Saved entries

§

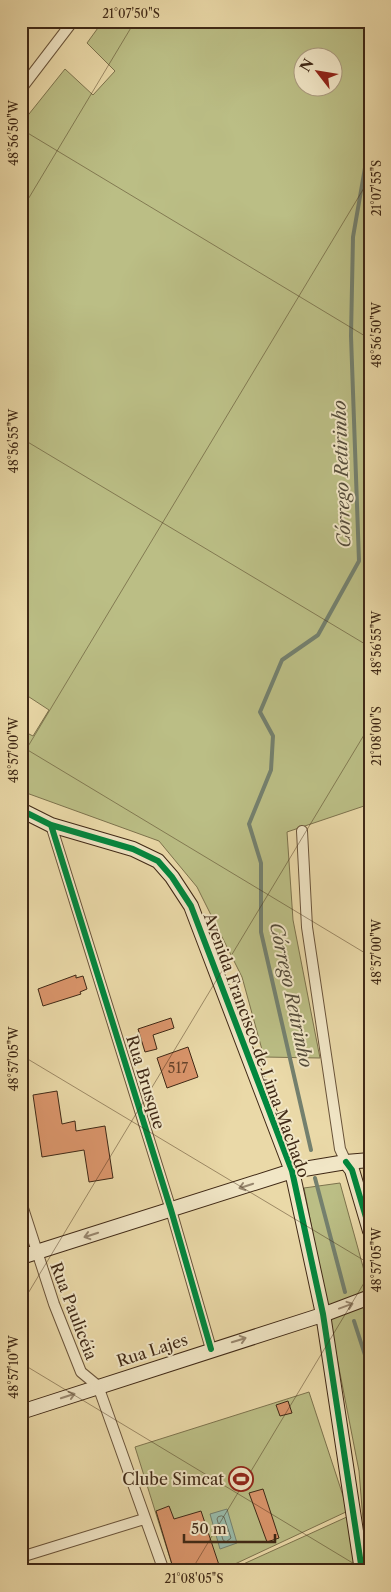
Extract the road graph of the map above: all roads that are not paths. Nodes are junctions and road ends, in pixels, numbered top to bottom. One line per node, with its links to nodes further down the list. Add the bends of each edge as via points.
1 (73, 21): 2 (street)
2 (21, 89)
3 (21, 810): 4 (street, Avenida Francisco de Lima Machado)
4 (52, 825): 8 (street, Avenida Francisco de Lima Machado, via 133,849 158,861 172,877 191,906); 10 (street, Rua Brusque)
5 (302, 831): 7 (street, via 308,927 340,1149)
6 (370, 1160): 7 (street)
7 (346, 1162): 8 (street); 11 (street, via 352,1170)
8 (292, 1171): 10 (street, one-way to 10); 15 (street, Avenida Francisco de Lima Machado)
9 (21, 1202): 12 (street, Rua Paulicéia)
10 (171, 1210): 12 (street, one-way to 12); 16 (street, Rua Brusque)
11 (370, 1231)
12 (37, 1252): 13 (street); 17 (street, Rua Paulicéia, via 81,1372)
13 (21, 1257)
14 (370, 1297): 15 (street, Rua Lajes, one-way to 14)
15 (323, 1314): 16 (street, Rua Lajes, one-way to 15); 22 (street, Avenida Francisco de Lima Machado)
16 (211, 1349): 17 (street, Rua Lajes)
17 (98, 1386): 18 (street, Rua Lajes, one-way to 17); 19 (street, Rua Paulicéia)
18 (21, 1412)
19 (144, 1518): 20 (street); 21 (street, Rua Paulicéia)
20 (21, 1557)
21 (164, 1571)
22 (362, 1571)

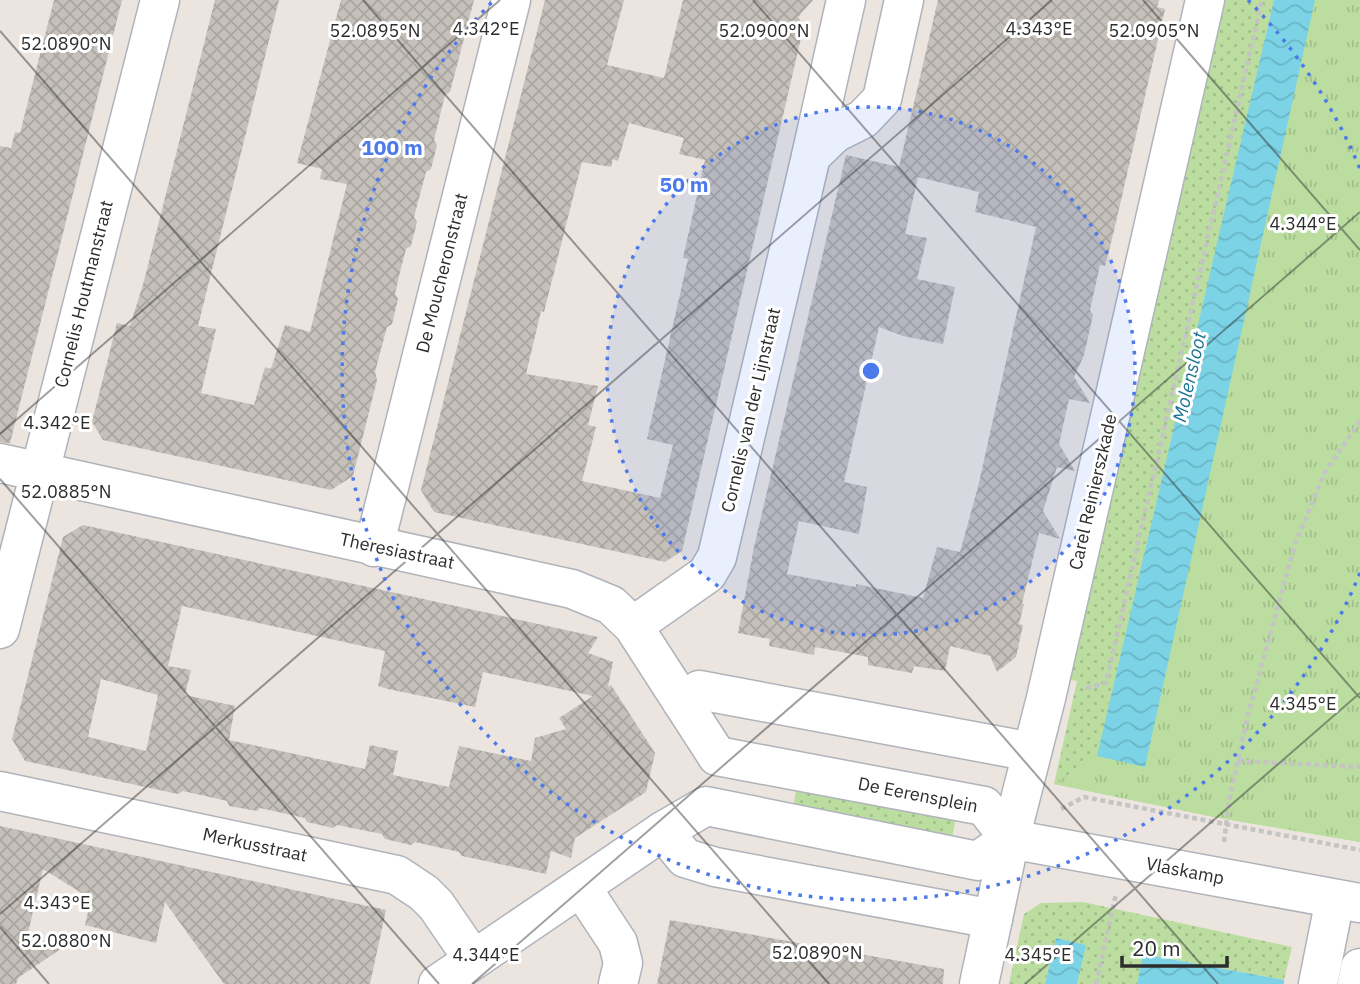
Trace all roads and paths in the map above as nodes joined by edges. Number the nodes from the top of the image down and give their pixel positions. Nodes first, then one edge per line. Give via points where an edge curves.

§

■ Task
Leave out the pictures and repeat the remaining data exactly.

■ Problem solution
Extract the road graph of the map above: all roads that are not paths. Nodes are junctions and road ends, in pixels, numbered top to bottom. One line per node, with its links to nodes further down the list. Add the bends of each edge as via points.
1 (73, 21): 2 (street)
2 (21, 89)
3 (21, 810): 4 (street, Avenida Francisco de Lima Machado)
4 (52, 825): 8 (street, Avenida Francisco de Lima Machado, via 133,849 158,861 172,877 191,906); 10 (street, Rua Brusque)
5 (302, 831): 7 (street, via 308,927 340,1149)
6 (370, 1160): 7 (street)
7 (346, 1162): 8 (street); 11 (street, via 352,1170)
8 (292, 1171): 10 (street, one-way to 10); 15 (street, Avenida Francisco de Lima Machado)
9 (21, 1202): 12 (street, Rua Paulicéia)
10 (171, 1210): 12 (street, one-way to 12); 16 (street, Rua Brusque)
11 (370, 1231)
12 (37, 1252): 13 (street); 17 (street, Rua Paulicéia, via 81,1372)
13 (21, 1257)
14 (370, 1297): 15 (street, Rua Lajes, one-way to 14)
15 (323, 1314): 16 (street, Rua Lajes, one-way to 15); 22 (street, Avenida Francisco de Lima Machado)
16 (211, 1349): 17 (street, Rua Lajes)
17 (98, 1386): 18 (street, Rua Lajes, one-way to 17); 19 (street, Rua Paulicéia)
18 (21, 1412)
19 (144, 1518): 20 (street); 21 (street, Rua Paulicéia)
20 (21, 1557)
21 (164, 1571)
22 (362, 1571)

Trace all roads and paths in the map above as nodes joined by edges. Number the nodes from the top of the image down and give their pixel positions. Nodes first, then one edge per line. Give via points where an edge curves.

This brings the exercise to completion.